Nelson Brian S, Beckers Gabriël J L, Suthers Roderick A
Department of Biology, Indiana University, Bloomington, IN 47405, USA.
J Exp Biol. 2005 Jan;208(Pt 2):297-308. doi: 10.1242/jeb.01378.
Bird vocalizations resonate as they propagate through a relatively long trachea and radiate out from the oral cavity. Several studies have described the dynamics with which birds actively vary beak gape while singing and it has been hypothesized that birds vary beak gape as a mechanism for varying vocal tract resonances.

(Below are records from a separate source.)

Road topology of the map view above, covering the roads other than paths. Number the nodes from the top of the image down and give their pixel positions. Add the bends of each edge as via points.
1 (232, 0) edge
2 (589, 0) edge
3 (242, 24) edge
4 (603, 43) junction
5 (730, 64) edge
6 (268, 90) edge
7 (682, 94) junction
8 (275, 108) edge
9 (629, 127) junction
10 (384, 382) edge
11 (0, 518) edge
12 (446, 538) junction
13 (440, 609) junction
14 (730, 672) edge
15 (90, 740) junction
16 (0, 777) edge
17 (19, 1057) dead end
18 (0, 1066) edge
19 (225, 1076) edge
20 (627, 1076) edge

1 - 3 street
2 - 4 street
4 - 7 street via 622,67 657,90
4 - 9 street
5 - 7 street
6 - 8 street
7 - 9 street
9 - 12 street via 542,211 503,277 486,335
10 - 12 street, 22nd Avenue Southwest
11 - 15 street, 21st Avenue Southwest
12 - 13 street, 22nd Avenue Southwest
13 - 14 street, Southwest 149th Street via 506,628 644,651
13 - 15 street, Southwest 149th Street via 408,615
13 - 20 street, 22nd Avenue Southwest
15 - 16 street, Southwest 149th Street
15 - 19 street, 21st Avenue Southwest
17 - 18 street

Nevertheless, few studies have attempted to quantify the effects of beak gape on vocal tract resonances. We replaced eastern towhee, Pipilo erythrophthalmus L., syringes with a small speaker and obtained recordings of frequency sweeps while rotating each subject in a horizontal plane aligned with either the maxilla or mandible. We describe vocal tract resonances as well as how sound radiates as a function of beak gape. Results are inconsistent with the hypothesis that songbirds vary beak gape as a mechanism for 'tracking' fundamental frequencies in vocalizations. Instead, decreases in beak gape seem to attenuate resonances that occur between approximately 4 and 7.5 kHz. We propose that songbirds vary beak gape as a mechanism for excluding and/or concentrating energy within at least two distinct sound frequency channels.
鸟类的叫声在通过相对较长的气管传播并从口腔辐射出去时会产生共鸣。几项研究描述了鸟类在歌唱时主动改变喙张开度的动态过程,并且有人推测鸟类改变喙张开度是一种改变声道共振的机制。然而,很少有研究试图量化喙张开度对声道共振的影响。我们用一个小扬声器替换了东美洲雀鹀(Pipilo erythrophthalmus L.)的鸣管,并在将每个实验对象在与上颌或下颌对齐的水平面上旋转时获取了频率扫描记录。我们描述了声道共振以及声音如何作为喙张开度的函数进行辐射。结果与鸣禽改变喙张开度作为在发声中“追踪”基频的机制这一假设不一致。相反,喙张开度的减小似乎会减弱大约4至7.5千赫兹之间出现的共振。我们提出,鸣禽改变喙张开度是一种在至少两个不同的声音频率通道内排除和/或集中能量的机制。